Lung-Infiltrating Foxp3+ Regulatory T Cells Are Quantitatively and Qualitatively Different during Eosinophilic and Neutrophilic Allergic Airway Inflammation but Essential To Control the Inflammation

Understanding functions of Foxp3(+) regulatory T cells (Tregs) during allergic airway inflammation remains incomplete. In this study, we report that, during cockroach Ag-induced allergic airway inflammation, Foxp3(+) Tregs are rapidly mobilized into the inflamed lung tissues. However, the level of Treg accumulation in the lung was different depending on the type of inflammation.

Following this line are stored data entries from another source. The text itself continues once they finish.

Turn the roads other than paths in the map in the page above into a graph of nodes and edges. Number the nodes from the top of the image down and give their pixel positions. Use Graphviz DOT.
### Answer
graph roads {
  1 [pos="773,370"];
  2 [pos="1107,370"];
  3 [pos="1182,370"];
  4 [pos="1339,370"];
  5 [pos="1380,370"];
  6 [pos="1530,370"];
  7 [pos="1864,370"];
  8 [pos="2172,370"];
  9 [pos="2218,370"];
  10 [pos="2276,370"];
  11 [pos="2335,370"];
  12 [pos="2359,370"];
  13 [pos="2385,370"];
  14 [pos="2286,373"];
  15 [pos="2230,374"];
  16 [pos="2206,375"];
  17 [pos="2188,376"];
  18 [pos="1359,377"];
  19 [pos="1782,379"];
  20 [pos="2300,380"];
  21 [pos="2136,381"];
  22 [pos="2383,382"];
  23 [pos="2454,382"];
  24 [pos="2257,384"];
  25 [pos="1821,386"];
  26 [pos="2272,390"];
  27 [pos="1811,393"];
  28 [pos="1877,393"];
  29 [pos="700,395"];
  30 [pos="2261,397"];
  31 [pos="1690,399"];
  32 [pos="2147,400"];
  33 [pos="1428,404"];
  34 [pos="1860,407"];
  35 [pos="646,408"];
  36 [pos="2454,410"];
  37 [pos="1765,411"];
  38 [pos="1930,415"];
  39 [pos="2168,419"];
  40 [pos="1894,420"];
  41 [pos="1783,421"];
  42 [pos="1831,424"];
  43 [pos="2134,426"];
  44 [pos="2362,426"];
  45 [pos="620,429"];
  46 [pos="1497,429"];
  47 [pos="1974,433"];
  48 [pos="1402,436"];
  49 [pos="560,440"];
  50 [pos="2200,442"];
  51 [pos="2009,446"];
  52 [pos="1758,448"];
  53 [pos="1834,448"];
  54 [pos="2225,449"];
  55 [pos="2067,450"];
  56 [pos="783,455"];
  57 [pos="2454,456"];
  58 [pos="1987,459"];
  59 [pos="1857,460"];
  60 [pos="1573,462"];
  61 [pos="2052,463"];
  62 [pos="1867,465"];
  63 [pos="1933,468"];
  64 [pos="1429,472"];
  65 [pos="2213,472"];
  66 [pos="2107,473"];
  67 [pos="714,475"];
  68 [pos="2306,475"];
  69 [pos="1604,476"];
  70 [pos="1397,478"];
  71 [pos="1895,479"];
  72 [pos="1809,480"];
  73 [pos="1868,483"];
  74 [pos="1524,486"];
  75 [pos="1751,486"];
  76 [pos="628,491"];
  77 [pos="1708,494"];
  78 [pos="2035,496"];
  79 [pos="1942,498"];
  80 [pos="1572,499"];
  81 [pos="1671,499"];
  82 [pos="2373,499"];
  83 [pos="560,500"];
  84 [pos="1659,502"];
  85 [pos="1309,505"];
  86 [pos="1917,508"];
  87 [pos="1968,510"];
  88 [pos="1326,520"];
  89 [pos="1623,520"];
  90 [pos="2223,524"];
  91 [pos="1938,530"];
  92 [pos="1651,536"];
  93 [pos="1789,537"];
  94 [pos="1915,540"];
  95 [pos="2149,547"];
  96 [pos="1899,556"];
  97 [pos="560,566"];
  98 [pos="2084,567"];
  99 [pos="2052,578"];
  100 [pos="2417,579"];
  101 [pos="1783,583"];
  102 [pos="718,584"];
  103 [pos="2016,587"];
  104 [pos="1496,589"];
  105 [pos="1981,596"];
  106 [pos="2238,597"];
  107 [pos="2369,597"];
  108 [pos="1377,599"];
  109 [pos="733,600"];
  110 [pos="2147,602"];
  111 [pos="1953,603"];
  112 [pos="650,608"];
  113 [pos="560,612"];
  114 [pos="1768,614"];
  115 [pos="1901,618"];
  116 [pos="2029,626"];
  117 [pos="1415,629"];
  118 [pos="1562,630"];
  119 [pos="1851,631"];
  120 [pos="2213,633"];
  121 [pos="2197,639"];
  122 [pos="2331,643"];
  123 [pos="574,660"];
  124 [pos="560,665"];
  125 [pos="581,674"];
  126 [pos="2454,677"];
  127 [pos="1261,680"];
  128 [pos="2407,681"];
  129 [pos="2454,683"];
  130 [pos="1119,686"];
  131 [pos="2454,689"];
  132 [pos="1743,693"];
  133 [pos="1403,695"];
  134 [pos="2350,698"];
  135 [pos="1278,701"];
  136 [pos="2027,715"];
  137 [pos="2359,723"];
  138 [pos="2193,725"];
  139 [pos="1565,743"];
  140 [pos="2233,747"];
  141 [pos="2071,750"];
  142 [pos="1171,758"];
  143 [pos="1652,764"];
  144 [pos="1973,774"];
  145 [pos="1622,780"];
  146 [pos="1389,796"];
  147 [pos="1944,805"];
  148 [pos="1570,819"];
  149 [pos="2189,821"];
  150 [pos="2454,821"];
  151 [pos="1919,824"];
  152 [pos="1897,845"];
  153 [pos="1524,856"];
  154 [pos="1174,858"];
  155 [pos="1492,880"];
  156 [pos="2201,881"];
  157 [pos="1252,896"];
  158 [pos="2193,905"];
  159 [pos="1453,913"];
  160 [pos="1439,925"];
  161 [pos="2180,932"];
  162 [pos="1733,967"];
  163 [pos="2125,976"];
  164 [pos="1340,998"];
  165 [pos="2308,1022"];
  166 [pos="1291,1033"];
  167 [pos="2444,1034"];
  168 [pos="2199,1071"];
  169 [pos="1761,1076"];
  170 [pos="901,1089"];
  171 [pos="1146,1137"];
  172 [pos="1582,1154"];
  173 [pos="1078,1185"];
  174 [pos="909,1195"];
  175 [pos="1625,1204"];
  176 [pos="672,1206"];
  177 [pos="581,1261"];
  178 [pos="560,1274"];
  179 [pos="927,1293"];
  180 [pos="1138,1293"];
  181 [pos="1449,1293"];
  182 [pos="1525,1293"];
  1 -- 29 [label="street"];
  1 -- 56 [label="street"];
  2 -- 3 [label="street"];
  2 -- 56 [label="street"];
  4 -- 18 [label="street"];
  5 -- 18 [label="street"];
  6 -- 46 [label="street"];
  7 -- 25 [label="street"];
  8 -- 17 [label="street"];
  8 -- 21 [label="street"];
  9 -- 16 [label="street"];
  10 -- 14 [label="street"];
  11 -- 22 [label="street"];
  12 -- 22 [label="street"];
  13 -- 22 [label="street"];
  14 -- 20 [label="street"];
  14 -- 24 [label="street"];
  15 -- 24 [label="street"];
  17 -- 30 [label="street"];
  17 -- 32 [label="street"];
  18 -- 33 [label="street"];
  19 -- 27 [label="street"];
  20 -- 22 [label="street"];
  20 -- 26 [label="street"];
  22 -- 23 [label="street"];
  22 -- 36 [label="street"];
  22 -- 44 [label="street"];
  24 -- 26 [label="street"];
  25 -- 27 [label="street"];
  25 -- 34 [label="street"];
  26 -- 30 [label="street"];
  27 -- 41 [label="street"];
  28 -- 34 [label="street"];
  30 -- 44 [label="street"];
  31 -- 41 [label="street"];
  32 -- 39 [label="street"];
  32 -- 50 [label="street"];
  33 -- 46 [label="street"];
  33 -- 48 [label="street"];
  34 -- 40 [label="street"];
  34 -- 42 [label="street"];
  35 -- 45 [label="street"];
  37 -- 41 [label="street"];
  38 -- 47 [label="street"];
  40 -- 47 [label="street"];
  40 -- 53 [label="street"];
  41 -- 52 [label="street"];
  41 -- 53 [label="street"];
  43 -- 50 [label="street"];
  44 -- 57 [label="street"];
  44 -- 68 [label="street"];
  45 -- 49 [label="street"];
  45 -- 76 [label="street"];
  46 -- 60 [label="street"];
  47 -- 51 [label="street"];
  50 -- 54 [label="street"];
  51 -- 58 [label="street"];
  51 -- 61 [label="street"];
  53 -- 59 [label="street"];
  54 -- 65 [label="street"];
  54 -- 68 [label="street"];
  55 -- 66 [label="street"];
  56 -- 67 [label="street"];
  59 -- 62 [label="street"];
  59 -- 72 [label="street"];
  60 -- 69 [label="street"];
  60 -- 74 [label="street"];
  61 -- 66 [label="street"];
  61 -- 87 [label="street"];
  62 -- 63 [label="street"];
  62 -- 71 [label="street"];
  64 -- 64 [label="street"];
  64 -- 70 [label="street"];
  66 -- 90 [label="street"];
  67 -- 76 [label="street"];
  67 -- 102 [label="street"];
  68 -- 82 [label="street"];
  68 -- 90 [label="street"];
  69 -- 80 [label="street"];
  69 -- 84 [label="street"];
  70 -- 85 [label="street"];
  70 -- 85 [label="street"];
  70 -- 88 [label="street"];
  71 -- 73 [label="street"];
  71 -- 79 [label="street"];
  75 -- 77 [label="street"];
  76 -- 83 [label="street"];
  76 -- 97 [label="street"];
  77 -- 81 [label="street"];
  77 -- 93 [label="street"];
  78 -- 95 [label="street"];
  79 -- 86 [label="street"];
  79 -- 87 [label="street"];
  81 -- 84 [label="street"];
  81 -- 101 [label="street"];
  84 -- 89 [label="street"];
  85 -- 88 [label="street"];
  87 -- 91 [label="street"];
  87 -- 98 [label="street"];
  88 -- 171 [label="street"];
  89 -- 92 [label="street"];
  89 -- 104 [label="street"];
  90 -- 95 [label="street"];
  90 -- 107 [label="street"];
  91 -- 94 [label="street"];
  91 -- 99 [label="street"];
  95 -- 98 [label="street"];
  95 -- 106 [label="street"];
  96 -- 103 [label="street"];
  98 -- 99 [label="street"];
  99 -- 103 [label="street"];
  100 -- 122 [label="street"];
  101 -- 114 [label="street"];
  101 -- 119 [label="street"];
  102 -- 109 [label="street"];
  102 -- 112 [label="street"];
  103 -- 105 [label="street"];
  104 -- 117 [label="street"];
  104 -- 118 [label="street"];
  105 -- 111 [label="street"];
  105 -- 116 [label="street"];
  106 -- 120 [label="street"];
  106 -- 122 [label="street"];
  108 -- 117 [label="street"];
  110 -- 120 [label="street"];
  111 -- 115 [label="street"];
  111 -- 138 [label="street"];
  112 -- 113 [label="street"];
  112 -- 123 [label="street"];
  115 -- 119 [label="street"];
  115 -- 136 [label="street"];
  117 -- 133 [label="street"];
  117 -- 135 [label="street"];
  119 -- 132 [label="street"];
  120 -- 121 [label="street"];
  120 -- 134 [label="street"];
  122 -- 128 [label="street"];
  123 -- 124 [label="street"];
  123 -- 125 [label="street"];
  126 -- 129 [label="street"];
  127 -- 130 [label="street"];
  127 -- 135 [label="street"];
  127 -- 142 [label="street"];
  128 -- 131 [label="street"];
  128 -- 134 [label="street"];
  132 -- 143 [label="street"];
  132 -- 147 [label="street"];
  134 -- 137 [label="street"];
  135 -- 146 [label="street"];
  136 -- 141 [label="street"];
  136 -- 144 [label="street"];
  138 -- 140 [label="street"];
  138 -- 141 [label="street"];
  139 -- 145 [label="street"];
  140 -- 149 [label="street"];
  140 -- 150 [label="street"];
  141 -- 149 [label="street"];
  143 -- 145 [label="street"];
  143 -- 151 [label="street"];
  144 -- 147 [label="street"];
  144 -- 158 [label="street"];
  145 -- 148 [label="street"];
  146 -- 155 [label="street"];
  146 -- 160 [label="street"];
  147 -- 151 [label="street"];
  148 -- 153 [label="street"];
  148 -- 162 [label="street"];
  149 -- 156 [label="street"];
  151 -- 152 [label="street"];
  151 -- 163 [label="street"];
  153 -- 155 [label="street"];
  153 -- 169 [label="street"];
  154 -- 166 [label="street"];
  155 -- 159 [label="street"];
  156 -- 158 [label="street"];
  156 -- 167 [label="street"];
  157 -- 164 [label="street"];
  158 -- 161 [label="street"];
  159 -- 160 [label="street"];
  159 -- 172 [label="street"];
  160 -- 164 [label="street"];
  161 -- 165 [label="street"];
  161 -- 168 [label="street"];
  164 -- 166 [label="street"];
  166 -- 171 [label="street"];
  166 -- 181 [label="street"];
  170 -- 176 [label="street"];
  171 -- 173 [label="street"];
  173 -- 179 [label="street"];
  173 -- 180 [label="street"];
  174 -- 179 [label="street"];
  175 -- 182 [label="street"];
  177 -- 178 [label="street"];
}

During eosinophilic airway inflammation, similar to 30% of lung-infiltrating CD4 T cells express Foxp3, indicative of Tregs. On the contrary, only similar to 10% of infiltrating CD4 T cells express Foxp3 during neutrophilic airway inflammation. Despite the different accumulation, the lung inflammation and inflammatory T cell responses were aggravated following Treg depletion, regardless of the type of inflammation, suggesting regulatory roles for Tregs. Interestingly, however, the extent to which inflammatory responses are aggravated by Treg depletion was significantly greater during eosinophilic airway inflammation. Indeed, lung-infiltrating Tregs exhibit phenotypic and functional features associated with potent suppression. Our results demonstrate that Tregs are essential regulators of inflammation, regardless of the type of inflammation, although the mechanisms used by Tregs to control inflammation may be shaped by environmental cues available to them.